= Nissan LM03C =

Motor vehicle

The Nissan LM03C is a Group C race car developed by Le Mans Garage (currently Le Mans Co., Ltd.) for the 1983 All Japan Endurance Championship (later JSPC) and Fuji Long Distance Series (Fuji LD).

==Overview==
The engine is equipped with Nissan's 2.1L in-line 4-cylinder turbo LZ20B type. It is the first Group C car equipped with a Nissan engine, except for the Skyline Turbo C (front engine), which is a modification of the Skyline Silhouette Formula specification to Group C regulations . The chassis was designed by Kazuo Mochizuki of Le Mans Shokai, and the suspension was designed by Hiromitsu Mochizuki. *No siblings or relatives.

Garage Le Mans is also the first Group C car. The name "03" comes from the fact that it is the company's third generation racing machine after F2/GC chassis Thunder LM39 and Skyline Turbo C.

In 1983, the All Japan Endurance Championship started, and in order to participate in WEC-JAPAN, which started from the previous year, Nissan entered Hoshino Racing, Hasemi Motorsports, and Central 20, which were competing in the company's vehicles in Super Silhouette, with engines and each. Start entering the Group C race in the form by providing funds. The three teams will enter the endurance race with their own methods. Hoshino Racing purchased March Engineering's 83G prototype racing car, Hasemi Motorsports modified the silhouette version of the Skyline that competed in the previous year's Kyalami 9 Hours to Group C regulations, and Central 20 was made by a domestic constructor's garage Le Mans. chassis will be introduced. Nissan also cooperated in the aerodynamic design, and the company's 1/5 wind tunnel was also used.
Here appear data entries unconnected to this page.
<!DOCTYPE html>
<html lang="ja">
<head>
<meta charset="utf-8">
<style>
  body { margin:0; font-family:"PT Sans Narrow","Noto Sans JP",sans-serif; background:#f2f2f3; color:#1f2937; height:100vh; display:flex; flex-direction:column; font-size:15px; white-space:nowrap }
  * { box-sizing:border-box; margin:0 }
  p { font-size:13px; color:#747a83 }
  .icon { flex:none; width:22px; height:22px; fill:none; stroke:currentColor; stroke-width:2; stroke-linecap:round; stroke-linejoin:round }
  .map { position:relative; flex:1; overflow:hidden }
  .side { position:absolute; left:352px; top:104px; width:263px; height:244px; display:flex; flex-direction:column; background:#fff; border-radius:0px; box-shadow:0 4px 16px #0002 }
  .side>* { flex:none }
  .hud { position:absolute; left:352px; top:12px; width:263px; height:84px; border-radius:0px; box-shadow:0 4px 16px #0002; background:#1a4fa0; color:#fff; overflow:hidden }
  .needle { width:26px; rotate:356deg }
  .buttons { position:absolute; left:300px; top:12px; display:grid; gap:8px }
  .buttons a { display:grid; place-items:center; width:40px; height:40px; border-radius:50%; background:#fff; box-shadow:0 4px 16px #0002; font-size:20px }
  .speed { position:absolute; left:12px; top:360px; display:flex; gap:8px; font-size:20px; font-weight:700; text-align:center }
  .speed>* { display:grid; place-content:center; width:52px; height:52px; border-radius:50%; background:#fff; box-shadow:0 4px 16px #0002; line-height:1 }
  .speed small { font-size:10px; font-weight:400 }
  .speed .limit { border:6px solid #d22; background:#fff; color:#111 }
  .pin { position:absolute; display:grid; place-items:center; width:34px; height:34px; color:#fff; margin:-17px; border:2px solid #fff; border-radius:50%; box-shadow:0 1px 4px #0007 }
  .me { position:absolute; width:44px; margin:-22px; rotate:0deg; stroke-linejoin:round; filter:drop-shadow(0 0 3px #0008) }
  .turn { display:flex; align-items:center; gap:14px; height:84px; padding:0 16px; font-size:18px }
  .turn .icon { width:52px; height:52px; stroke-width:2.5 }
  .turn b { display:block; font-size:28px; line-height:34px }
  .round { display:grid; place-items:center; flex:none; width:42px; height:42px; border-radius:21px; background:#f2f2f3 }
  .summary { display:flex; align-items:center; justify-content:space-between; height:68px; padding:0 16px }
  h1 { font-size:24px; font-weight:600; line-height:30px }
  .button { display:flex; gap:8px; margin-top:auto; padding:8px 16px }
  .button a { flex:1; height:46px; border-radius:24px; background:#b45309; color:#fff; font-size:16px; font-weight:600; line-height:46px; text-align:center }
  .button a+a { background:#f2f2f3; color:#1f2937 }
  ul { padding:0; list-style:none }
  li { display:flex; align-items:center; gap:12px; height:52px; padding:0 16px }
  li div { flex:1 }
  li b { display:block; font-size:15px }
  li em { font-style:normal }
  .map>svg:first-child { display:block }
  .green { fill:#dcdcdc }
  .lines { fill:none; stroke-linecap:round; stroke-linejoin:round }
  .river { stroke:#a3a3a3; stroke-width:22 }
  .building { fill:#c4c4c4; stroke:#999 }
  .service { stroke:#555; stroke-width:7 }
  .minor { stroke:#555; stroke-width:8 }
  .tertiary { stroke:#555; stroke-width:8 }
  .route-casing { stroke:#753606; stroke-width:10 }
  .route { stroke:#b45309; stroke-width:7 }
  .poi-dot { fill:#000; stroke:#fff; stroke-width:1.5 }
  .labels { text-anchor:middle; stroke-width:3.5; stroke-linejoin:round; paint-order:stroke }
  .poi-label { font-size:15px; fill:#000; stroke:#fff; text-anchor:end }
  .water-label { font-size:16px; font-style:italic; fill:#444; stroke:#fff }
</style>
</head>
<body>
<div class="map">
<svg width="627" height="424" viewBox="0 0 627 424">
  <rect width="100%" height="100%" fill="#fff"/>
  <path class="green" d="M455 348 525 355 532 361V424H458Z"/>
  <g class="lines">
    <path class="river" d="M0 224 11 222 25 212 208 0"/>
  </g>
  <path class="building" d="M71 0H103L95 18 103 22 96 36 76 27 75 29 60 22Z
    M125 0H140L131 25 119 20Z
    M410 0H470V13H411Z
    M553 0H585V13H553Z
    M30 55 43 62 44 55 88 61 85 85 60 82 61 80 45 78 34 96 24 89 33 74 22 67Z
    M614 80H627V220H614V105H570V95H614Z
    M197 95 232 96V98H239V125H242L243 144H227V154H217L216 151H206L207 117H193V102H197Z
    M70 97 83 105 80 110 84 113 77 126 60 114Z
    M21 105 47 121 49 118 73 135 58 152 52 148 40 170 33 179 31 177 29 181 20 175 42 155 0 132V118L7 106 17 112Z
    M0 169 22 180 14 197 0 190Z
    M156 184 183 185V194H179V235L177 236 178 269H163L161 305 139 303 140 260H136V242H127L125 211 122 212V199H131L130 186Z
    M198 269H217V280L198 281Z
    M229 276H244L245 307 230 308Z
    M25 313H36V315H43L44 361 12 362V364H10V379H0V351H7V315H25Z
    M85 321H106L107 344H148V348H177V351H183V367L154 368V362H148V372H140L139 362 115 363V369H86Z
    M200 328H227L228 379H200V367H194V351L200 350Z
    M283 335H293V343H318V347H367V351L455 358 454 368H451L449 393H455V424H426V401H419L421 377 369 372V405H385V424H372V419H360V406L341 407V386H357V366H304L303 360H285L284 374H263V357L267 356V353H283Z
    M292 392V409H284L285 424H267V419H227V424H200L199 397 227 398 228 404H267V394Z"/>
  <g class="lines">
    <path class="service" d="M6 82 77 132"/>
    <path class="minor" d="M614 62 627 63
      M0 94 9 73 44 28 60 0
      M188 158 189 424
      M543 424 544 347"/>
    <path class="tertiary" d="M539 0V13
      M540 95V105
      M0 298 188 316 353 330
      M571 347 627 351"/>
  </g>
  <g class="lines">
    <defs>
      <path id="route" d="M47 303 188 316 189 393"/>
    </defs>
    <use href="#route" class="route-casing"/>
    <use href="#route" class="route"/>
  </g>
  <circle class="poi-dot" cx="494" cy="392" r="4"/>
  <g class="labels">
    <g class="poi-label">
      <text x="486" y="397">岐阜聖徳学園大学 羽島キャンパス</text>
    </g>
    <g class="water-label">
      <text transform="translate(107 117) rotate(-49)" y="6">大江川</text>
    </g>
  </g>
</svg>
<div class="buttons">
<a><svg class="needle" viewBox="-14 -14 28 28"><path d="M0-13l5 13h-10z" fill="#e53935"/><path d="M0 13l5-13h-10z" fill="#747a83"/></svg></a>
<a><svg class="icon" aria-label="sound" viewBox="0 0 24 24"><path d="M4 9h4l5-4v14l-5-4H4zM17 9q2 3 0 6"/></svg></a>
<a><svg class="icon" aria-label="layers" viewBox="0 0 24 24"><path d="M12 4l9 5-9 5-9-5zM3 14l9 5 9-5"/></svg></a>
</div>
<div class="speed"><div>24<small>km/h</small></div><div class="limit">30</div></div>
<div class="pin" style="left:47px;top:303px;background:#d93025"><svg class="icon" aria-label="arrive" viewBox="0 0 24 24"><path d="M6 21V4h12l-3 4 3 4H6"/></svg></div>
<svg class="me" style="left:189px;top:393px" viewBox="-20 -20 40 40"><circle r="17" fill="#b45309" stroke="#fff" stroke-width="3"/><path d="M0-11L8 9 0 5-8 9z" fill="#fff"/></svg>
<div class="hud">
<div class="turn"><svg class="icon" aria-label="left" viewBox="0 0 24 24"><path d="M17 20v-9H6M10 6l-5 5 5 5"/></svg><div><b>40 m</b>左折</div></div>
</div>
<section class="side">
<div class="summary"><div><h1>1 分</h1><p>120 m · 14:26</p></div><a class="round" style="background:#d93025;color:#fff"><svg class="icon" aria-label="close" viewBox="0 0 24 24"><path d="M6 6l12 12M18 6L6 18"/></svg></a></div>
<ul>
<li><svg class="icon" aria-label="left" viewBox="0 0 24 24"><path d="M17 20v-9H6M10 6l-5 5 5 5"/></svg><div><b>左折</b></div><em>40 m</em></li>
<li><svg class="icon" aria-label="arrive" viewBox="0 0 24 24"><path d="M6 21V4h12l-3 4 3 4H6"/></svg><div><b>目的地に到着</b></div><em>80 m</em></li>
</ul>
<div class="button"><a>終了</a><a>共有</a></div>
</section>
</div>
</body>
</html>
The debut race was the 1983 Fuji 1000 km. Drivers are Haruto Yanagida / Takao Wada, and they entered in the red Coca-Cola color from Central 20. In his second race, the Suzuka 1000 km test, he crashed with a total loss. Although he entered WEC-Japan in car No. 2, he was disqualified for violating refueling regulations. The following year, 1984, won the non-title Sugo Sprint Race for the first time. At the Fuji 500 km, it became the first C-car with a Nissan engine to finish on the podium in 3rd place.

In addition, although it was a pure racing machine, it was entered under the name of "Nissan Fairlady ZC Coca-Cola". In order to create a Fairlady image, the taillights used were those of the Z31 Fairlady Z.